Joyce understood the threat to refer to Lattin's dance-marathon: the victim would dance, with pain, as much as Lattin did. But while the phrase carries an implicit allusion to the dance-marathon, it can only refer directly to the dance 'Jack Lattin'. If the phrase took the form 'I'll make you dance like Jack Lattin', it would agree with Joyce's interpretation; but the direct object of the verb 'to dance' can only be a particular dance.

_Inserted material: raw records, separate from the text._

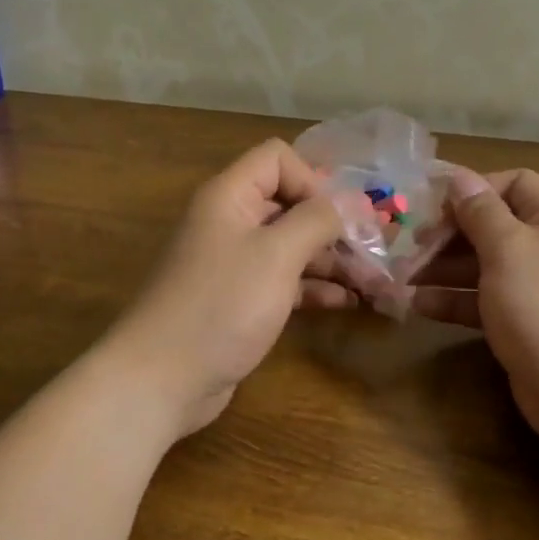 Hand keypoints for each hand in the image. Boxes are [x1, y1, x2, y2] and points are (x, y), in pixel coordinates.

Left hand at [105, 140, 346, 440]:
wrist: (161, 380)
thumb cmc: (221, 304)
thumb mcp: (277, 254)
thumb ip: (319, 220)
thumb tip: (354, 200)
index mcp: (231, 197)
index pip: (277, 159)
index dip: (312, 179)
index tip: (340, 217)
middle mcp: (231, 223)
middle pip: (290, 204)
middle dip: (334, 224)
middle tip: (377, 248)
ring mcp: (236, 265)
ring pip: (292, 246)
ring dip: (332, 259)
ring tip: (373, 280)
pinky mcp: (241, 301)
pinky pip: (285, 282)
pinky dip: (315, 287)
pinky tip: (347, 302)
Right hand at [412, 168, 538, 455]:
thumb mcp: (508, 249)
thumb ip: (480, 211)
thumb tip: (460, 177)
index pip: (514, 183)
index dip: (474, 189)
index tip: (434, 206)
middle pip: (493, 225)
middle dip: (449, 233)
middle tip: (411, 247)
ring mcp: (537, 288)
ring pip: (484, 265)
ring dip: (443, 268)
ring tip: (403, 278)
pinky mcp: (524, 324)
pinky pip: (484, 300)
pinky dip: (454, 300)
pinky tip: (418, 306) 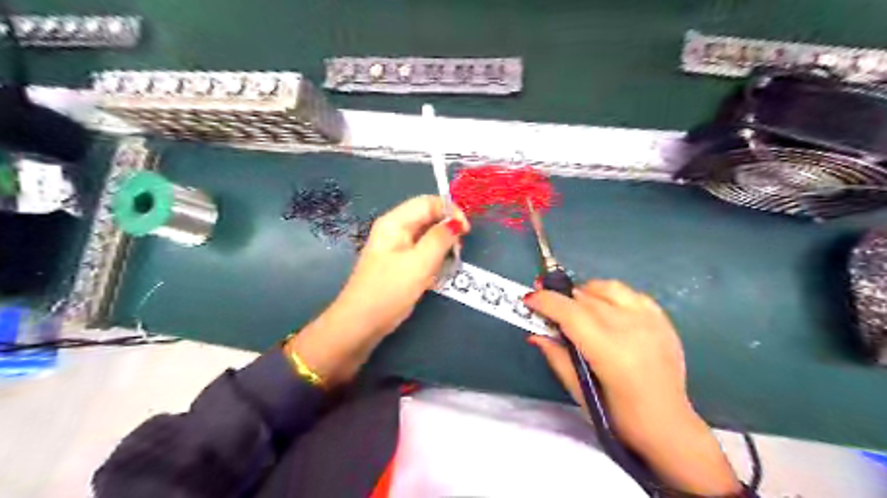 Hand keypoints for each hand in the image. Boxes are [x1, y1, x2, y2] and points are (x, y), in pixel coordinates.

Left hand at [334, 194, 470, 334]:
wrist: (361, 324)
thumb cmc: (390, 290)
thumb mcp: (420, 262)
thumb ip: (440, 238)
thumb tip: (456, 223)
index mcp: (395, 222)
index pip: (428, 202)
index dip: (451, 211)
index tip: (466, 232)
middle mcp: (395, 229)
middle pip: (428, 218)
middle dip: (446, 232)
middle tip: (456, 254)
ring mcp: (396, 247)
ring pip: (427, 238)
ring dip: (441, 250)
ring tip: (444, 269)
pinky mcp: (399, 264)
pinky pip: (422, 253)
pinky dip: (433, 261)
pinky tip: (434, 277)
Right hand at [525, 282, 742, 494]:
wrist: (669, 426)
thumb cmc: (619, 417)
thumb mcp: (580, 392)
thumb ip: (557, 357)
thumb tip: (535, 333)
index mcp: (610, 351)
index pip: (570, 313)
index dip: (546, 301)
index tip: (528, 299)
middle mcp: (631, 328)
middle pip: (585, 297)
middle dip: (560, 297)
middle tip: (545, 305)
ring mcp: (650, 321)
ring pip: (607, 288)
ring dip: (584, 292)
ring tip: (575, 306)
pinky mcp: (662, 319)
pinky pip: (629, 293)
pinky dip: (610, 295)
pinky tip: (604, 309) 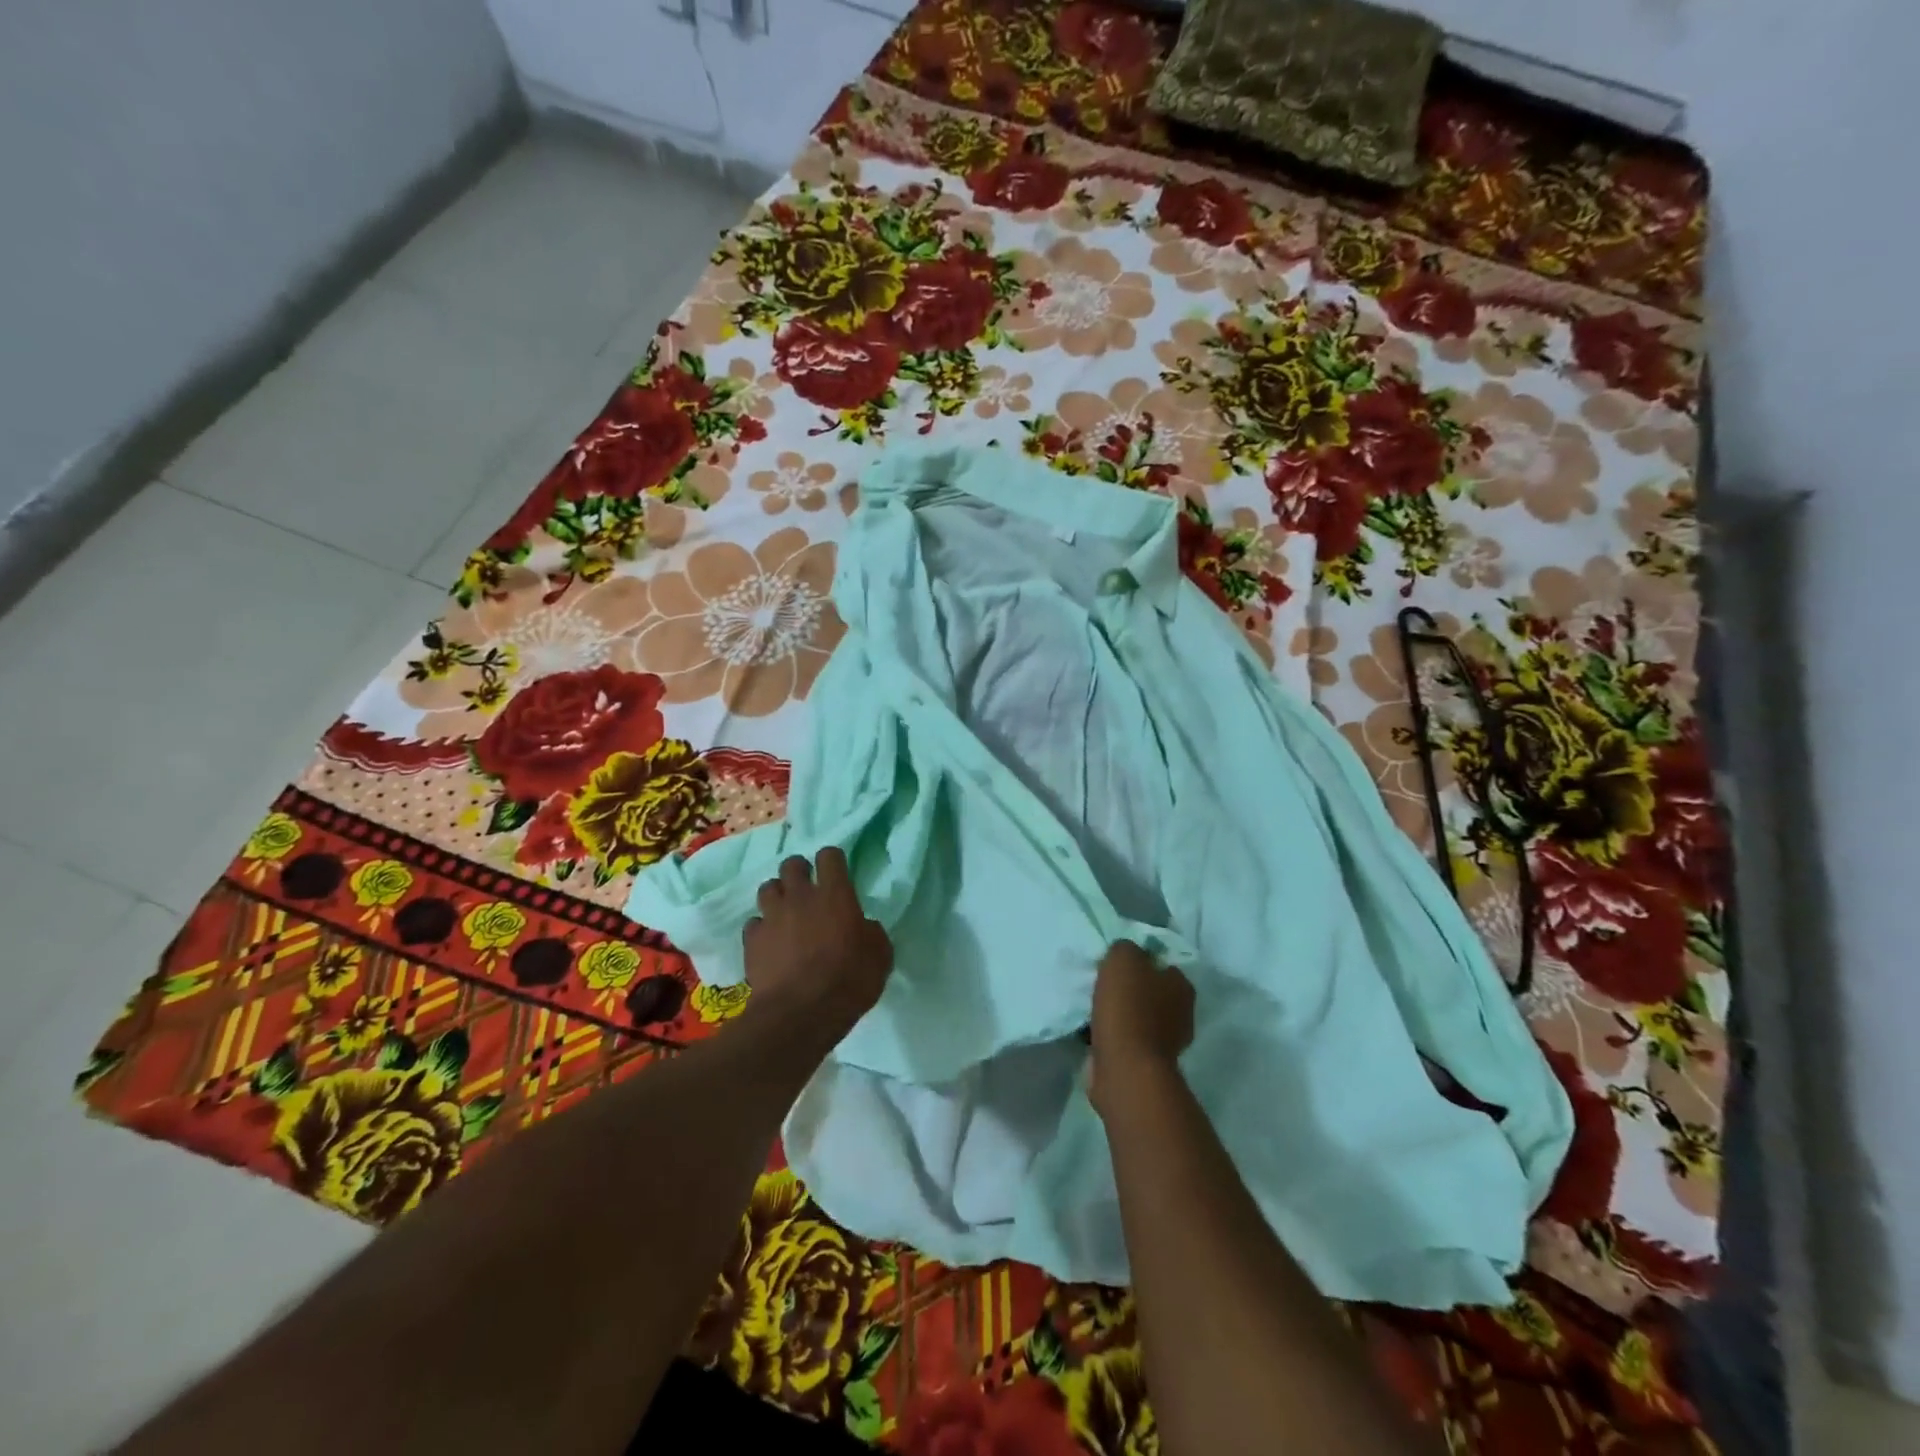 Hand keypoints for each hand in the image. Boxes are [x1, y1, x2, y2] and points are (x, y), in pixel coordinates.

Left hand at [742, 848, 892, 1034]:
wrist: (800, 1014)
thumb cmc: (849, 981)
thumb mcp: (880, 956)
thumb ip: (871, 932)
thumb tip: (863, 926)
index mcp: (835, 894)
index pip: (829, 856)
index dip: (832, 861)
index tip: (837, 874)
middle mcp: (800, 896)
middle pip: (792, 864)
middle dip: (800, 872)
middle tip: (808, 891)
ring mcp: (772, 916)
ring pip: (768, 887)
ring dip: (777, 896)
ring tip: (785, 913)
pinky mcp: (752, 940)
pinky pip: (754, 923)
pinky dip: (761, 929)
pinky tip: (770, 943)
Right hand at [1088, 940, 1193, 1116]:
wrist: (1124, 1066)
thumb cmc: (1128, 1007)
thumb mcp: (1122, 958)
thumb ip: (1125, 948)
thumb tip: (1125, 954)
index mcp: (1182, 985)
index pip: (1163, 963)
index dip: (1140, 961)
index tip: (1117, 963)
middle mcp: (1182, 1013)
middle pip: (1151, 991)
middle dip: (1130, 989)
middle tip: (1104, 984)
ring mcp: (1167, 1042)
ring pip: (1139, 1017)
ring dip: (1120, 1014)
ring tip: (1093, 1008)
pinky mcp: (1148, 1063)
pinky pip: (1128, 1040)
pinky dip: (1114, 1036)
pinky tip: (1094, 1030)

The use of a lively dance as a metaphor for a beating is not that unusual: many an exasperated parent has promised to make a disobedient child dance the 'Highland Fling', or 'The Wind that Shakes the Barley'. Such phrases, coined in the heat of the moment, rarely find their way into oral tradition or literature. A notable exception is 'Trenchmore', a boisterious English country-dance of the sixteenth and seventeenth centuries - probably of Irish origin - which came to be used of rapid, often agitated and involuntary movement. [126] 'A dance of Trenchmore at the whipping crosse' is how Will Kemp described the public flogging of two cut-purses caught stealing from the crowds gathered to watch him dance through Reading on his marathon. [127] In contrast, 'to dance Barnaby', an English proverb recorded in the seventeenth century meant to celebrate and enjoy oneself. [128]

Since 'Jack Lattin' was a reel in an era before reels were widely-known and danced in most of Ireland, a casual observer would have found it faster and livelier than other dances. [129] The jig and hornpipe would have had more complex footwork, especially in the early nineteenth century, but were performed, often solo, at a more stately pace than a reel. Queen Victoria, for instance, noticed the contrast between an Irish jig and a Scottish reel during her visit to Carton, co. Kildare, on 10 August 1849. Having watched some of the Duke of Leinster's tenants performing an Irish jig, the queen later wrote that the dance had been 'quite different to the Scotch reel; not so animated, and the steps different, but very droll.' [130]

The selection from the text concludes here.